Contingent upon his appointment as a non-executive director, Mr. Brudnick will be appointed to the Company's audit committee. The Board has determined that Mr. Brudnick qualifies as an audit committee financial expert as such term is defined in the rules of the U.S. Securities and Exchange Commission and is judged suitable by the Board for serving as member on the Company's audit committee.
Mr. Brudnick currently serves as Chief Business Officer and Head of Strategy for Codiak BioSciences, a leader in the field of exosome therapeutics since June 2018. Prior to joining Codiak, Mr.
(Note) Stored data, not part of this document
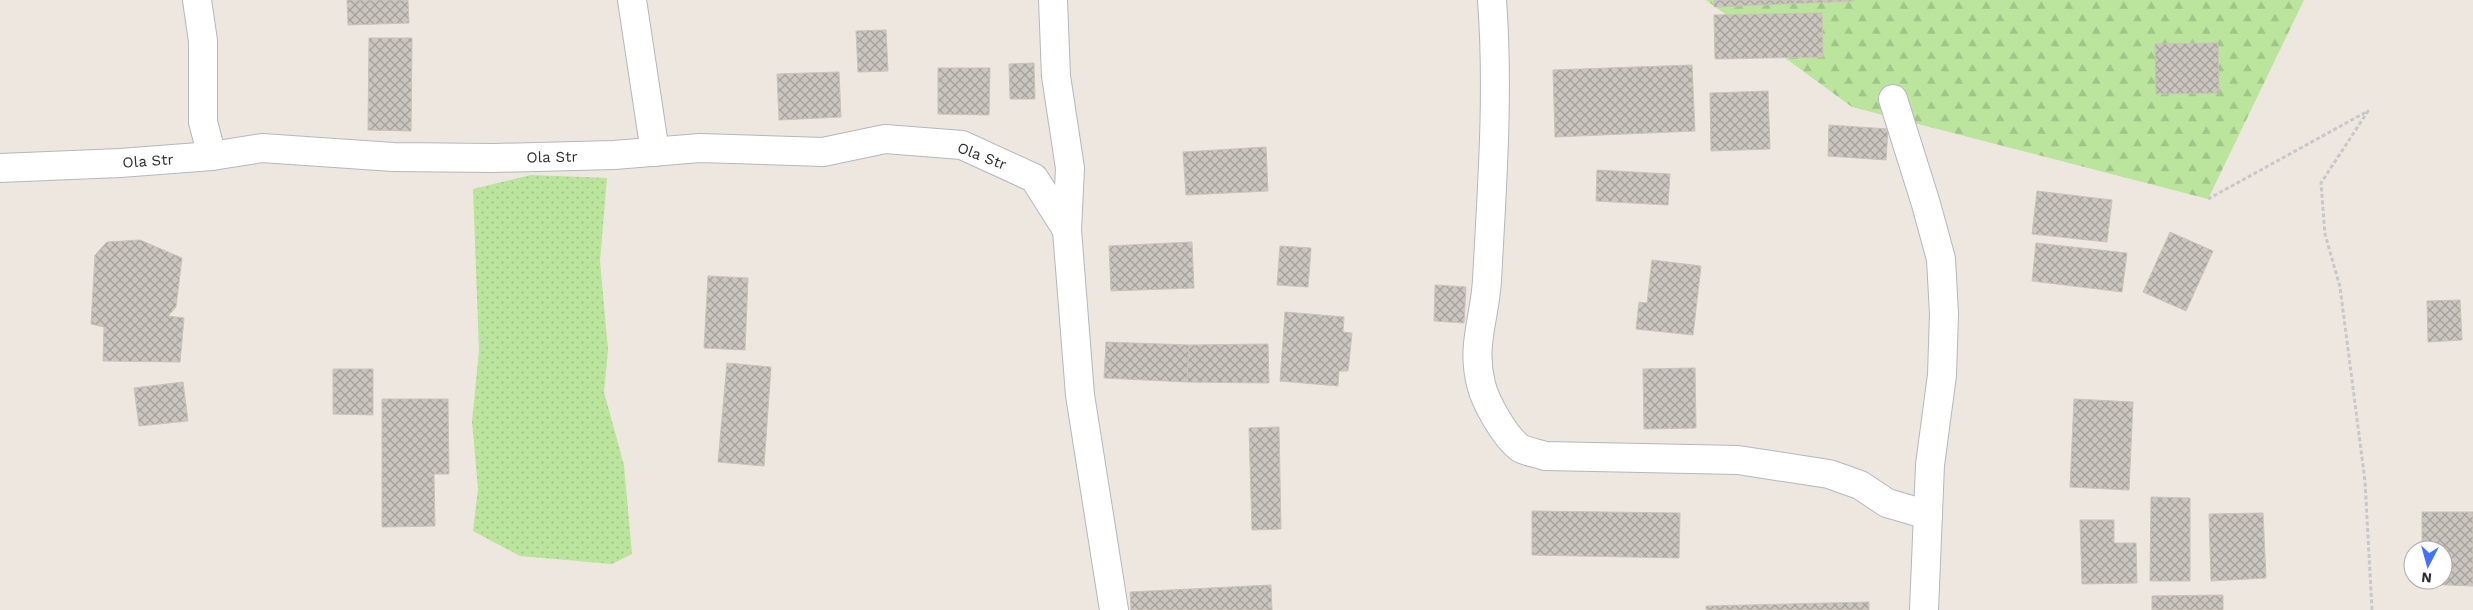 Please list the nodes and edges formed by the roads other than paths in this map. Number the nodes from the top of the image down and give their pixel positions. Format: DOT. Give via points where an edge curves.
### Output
graph roads {
  1 [pos="197,0"];
  2 [pos="632,0"];
  3 [pos="1053,0"];
  4 [pos="1492,0"];
  5 [pos="1894,99"];
  6 [pos="655,152"];
  7 [pos="212,156"];
  8 [pos="0,168"];
  9 [pos="1067,230"];
  10 [pos="1928,514"];
  11 [pos="1114,610"];
  12 [pos="1924,610"];
  1 -- 7 [label="street" via="203,41 203,122"];
  2 -- 6 [label="street"];
  3 -- 9 [label="street" via="1056,76 1070,168"];
  4 -- 10 [label="street" via="1492,187 1487,289 1476,354 1481,386 1506,435 1521,448 1545,456 1738,460 1829,474 1860,485 1887,503"];
  5 -- 10 [label="street" via="1941,259 1944,314 1942,375 1930,465"];
  6 -- 7 [label="street, Ola Str" via="494,158 393,157 262,148"];
  6 -- 9 [label="street, Ola Str" via="700,148 823,152 885,139 962,145 1034,178"];
  7 -- 8 [label="street, Ola Str"];
  9 -- 11 [label="street" via="1080,395"];
  10 -- 12 [label="street"];
}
Brudnick was Executive Vice President of Business Development and Alliance Management at Bioverativ, Inc., a company he helped found in 2016. Mr. Brudnick graduated from Massachusetts Institute of Technology with a SB and he also graduated from the Sloan School of Management with an MBA.
The General Meeting has authorized the Board, for a period of five years following the Listing, to resolve to issue ordinary shares and/or grant rights to subscribe for ordinary shares, in each case up to the Company's authorized share capital included in its articles of association from time to time. It is proposed that this authorization be extended to expire five years following the date of the AGM.
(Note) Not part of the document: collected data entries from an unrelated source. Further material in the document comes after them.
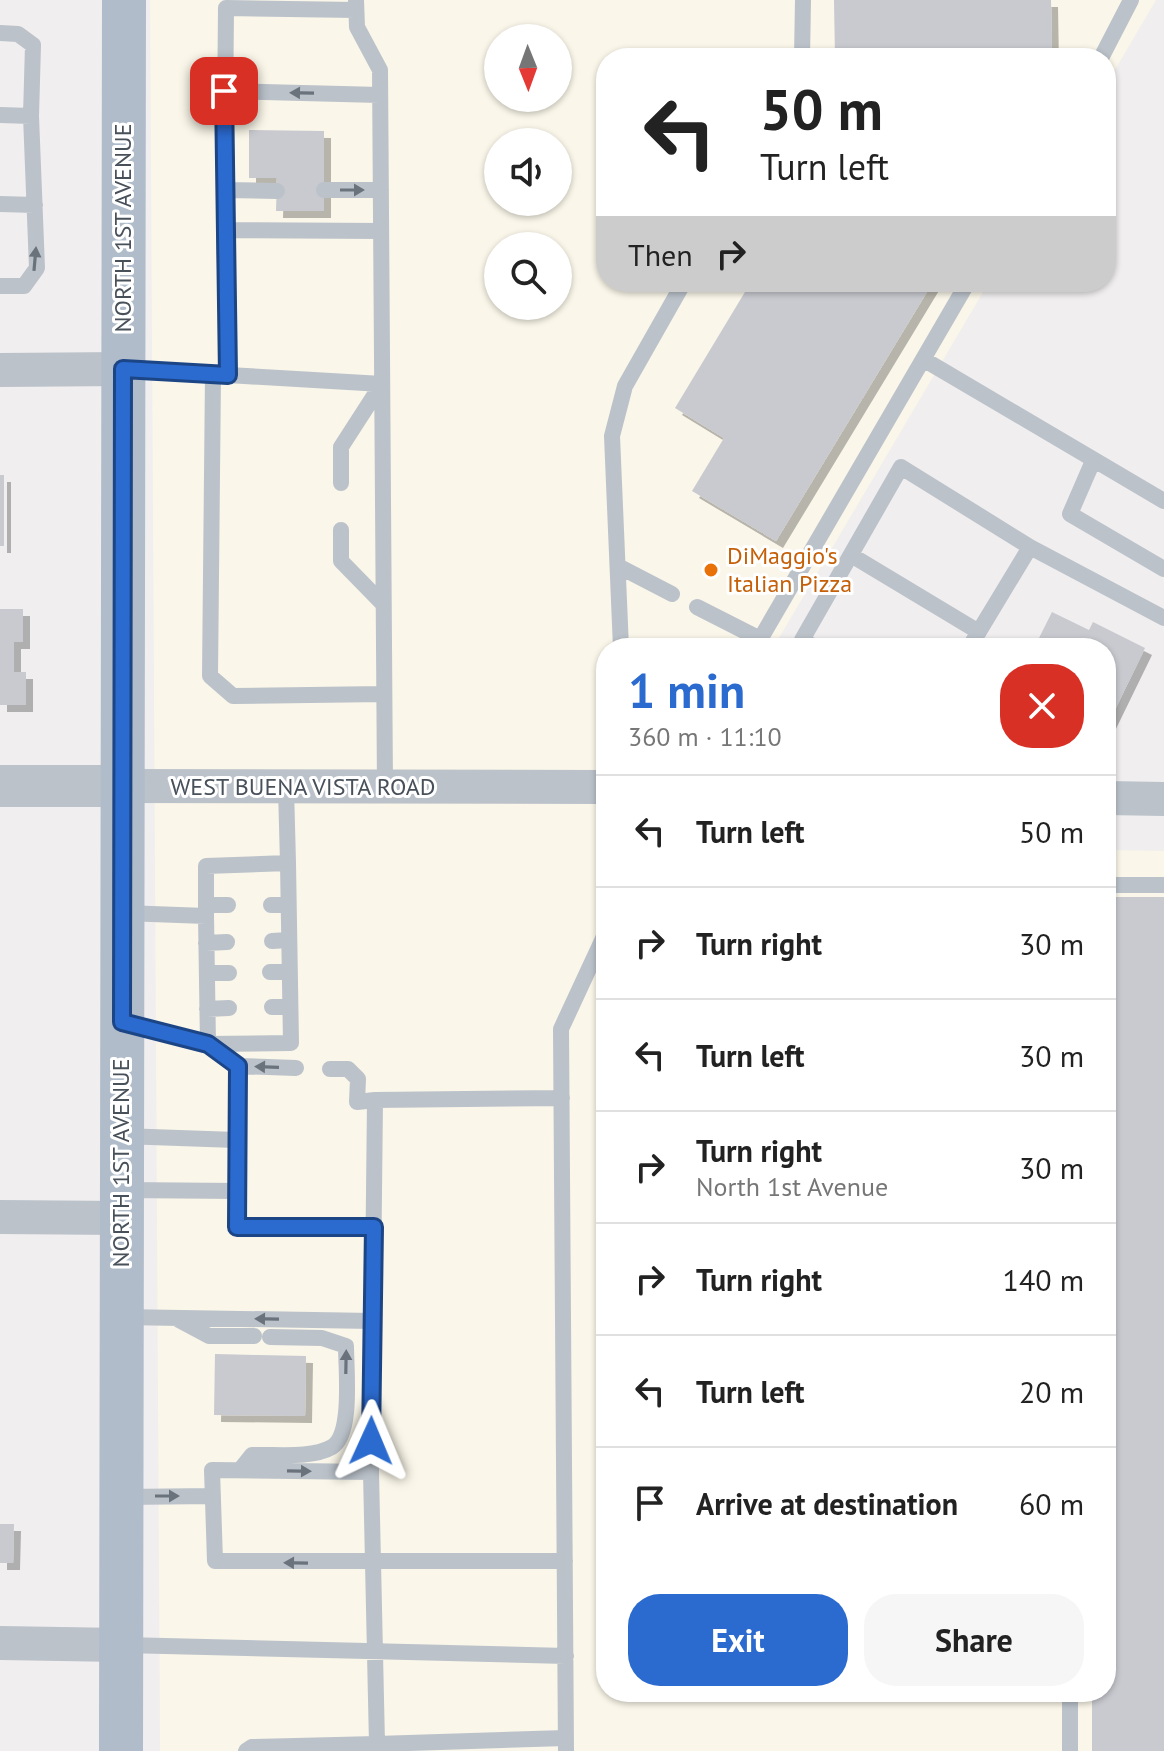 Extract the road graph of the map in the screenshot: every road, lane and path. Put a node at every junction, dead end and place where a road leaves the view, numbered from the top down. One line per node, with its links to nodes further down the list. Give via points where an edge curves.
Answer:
1 (124, 0): 24 (main road, NORTH 1ST AVENUE)
2 (803, 0): 6 (lane)
3 (1131, 0): 7 (lane)
4 (356, 5): 8 (lane, via 226,8); 9 (lane, via 357,27 380,70)
5 (0, 33): 11 (lane, via 18,34 33,45)
6 (802, 48)
7 (1106, 48)
8 (224, 91): 9 (lane, one-way to 8); 12 (lane)
9 (380, 95): 14 (lane)
10 (0, 115): 11 (lane)
11 (31, 116): 17 (lane)
12 (224, 190): 15 (lane); 18 (lane)
13 (324, 190): 14 (lane, one-way to 14)
14 (381, 190): 19 (lane)
15 (277, 191)
16 (0, 204): 17 (lane)
17 (35, 205): 20 (lane, one-way to 17, via 24,286 37,268)
18 (224, 230): 19 (lane); 26 (lane)
19 (381, 231): 27 (lane)
20 (0, 286)
21 (678, 292): 34 (lane, via 625,386 612,436)
22 (962, 292): 23 (lane)
23 (923, 359): 28 (lane); 43 (lane)
24 (123, 369): 25 (street); 26 (lane); 48 (main road, NORTH 1ST AVENUE)
25 (0, 370)
26 (220, 375): 27 (lane); 46 (lane, via 210,676 233,696)
27 (382, 384): 29 (lane, via 341,447); 37 (lane)
28 (1093, 461): 30 (lane); 35 (lane, via 1070,514)
29 (341, 483)
30 (1164, 501)
31 (341, 530): 37 (lane, via 341,561)
32 (1030, 547): 33 (lane, via 901,467); 39 (lane); 40 (lane)
33 (851, 555): 40 (lane); 44 (lane)
34 (618, 566): 36 (lane); 41 (lane)
35 (1164, 569)
36 (672, 594)
37 (383, 604): 46 (lane)
38 (697, 607): 42 (lane)
39 (1164, 618)
40 (979, 632): 45 (lane)
41 (621, 638)
42 (750, 638)
43 (761, 638)
44 (803, 638)
45 (975, 638)
46 (384, 694): 51 (lane)
47 (0, 786): 48 (street, WEST BUENA VISTA ROAD)
48 (123, 786): 50 (street, WEST BUENA VISTA ROAD); 59 (main road, NORTH 1ST AVENUE)
49 (596, 787): 51 (street, WEST BUENA VISTA ROAD)
50 (286, 788): 51 (street, WEST BUENA VISTA ROAD); 54 (lane)
51 (385, 788)
52 (1116, 798): 53 (street)
53 (1164, 799)
54 (288, 863): 58 (lane, via 206,866); 64 (lane, via 280,941)
55 (1116, 885): 56 (lane)
56 (1164, 885)
57 (228, 905): 58 (lane)
58 (206, 911): 59 (lane); 61 (lane)
59 (122, 913): 71 (main road, NORTH 1ST AVENUE)
60 (227, 942): 61 (lane)
61 (206, 943): 65 (lane)
62 (596, 954): 76 (lane, via 561,1029)
63 (270, 972): 64 (lane)
64 (289, 972): 68 (lane)
65 (207, 973): 66 (lane); 70 (lane)
66 (229, 973)
67 (272, 1007): 68 (lane)
68 (290, 1007): 72 (lane, via 291,1043)
69 (229, 1008): 70 (lane)
70 (207, 1009): 72 (lane)
71 (122, 1022): 72 (lane); 78 (main road, NORTH 1ST AVENUE)
72 (208, 1044): 73 (lane)
73 (238, 1066): 74 (lane, one-way to 73); 79 (lane)
74 (296, 1068)
75 (330, 1069): 77 (lane, via 348,1069 358,1079 357,1102)
76 (562, 1098): 77 (lane); 91 (lane)
77 (375, 1100): 83 (lane)
78 (121, 1136): 79 (lane); 81 (main road, NORTH 1ST AVENUE)
79 (236, 1140): 80 (lane)
80 (237, 1191): 81 (lane); 83 (lane, via 237,1227)
81 (121, 1204): 82 (street); 84 (main road, NORTH 1ST AVENUE)
82 (0, 1217)
83 (374, 1227): 86 (lane)
84 (121, 1317): 85 (lane); 90 (main road, NORTH 1ST AVENUE)
85 (175, 1318): 86 (lane, one-way to 85); 87 (lane, one-way to 85, via 252,1455 333,1447 345,1432 346,1346 322,1338 209,1336)
86 (373, 1321): 88 (lane)
87 (240, 1470): 88 (lane, one-way to 88); 89 (lane, via 212,1470)
88 (371, 1472): 92 (lane)
89 (213, 1496): 90 (lane, one-way to 89); 92 (lane, one-way to 89, via 215,1561)
90 (121, 1497): 94 (main road, NORTH 1ST AVENUE)
91 (565, 1561): 92 (lane); 96 (lane)
92 (374, 1564): 95 (lane)
93 (0, 1643): 94 (street)
94 (121, 1645): 95 (lane); 100 (main road, NORTH 1ST AVENUE)
95 (377, 1652): 96 (lane); 99 (lane)
96 (566, 1656): 98 (lane)
97 (1070, 1702): 102 (lane)
98 (566, 1744): 99 (lane)
99 (377, 1748): 101 (lane)
100 (121, 1751)
101 (246, 1751)
102 (1070, 1751)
The General Meeting has authorized the Board, for a period of five years following the Listing, to limit and/or exclude pre-emption rights in relation to an issuance of, or a granting of rights to subscribe for, ordinary shares resolved upon by the Board. It is proposed that this authorization be extended to expire five years following the date of the AGM.
The General Meeting has authorized the Board, for a period of 18 months following the Listing, to resolve for the Company to acquire (i) fully paid-up ordinary shares in the Company's capital (and depository receipts for such ordinary shares), by any means, including through derivative products, purchases on a stock exchange, private purchases, block trades, or otherwise, for a price which is higher than nil and does not exceed 110% of the average market price of the Company's ordinary shares on the Nasdaq Stock Market (such average market price being the average of the closing prices on each of the five consecutive trading days preceding the date the acquisition is agreed upon by the Company), up to 10% of the Company's issued share capital (determined as at the close of business on the date of settlement of the Company's initial public offering) and/or (ii) fully paid-up preferred shares (and depository receipts for such preferred shares) in the Company's issued share capital, to the extent permitted by applicable law, by any means, including through derivative products, purchases on a stock exchange, private purchases, block trades, or otherwise, for a price which is higher than nil and does not exceed the nominal value of the preferred shares concerned. It is proposed that this authorization be renewed for a period of, an effectively extended to expire, 18 months following the date of the AGM. If the resolution proposed under this agenda item 11 is passed, the proposed authorization shall replace the currently existing authorization.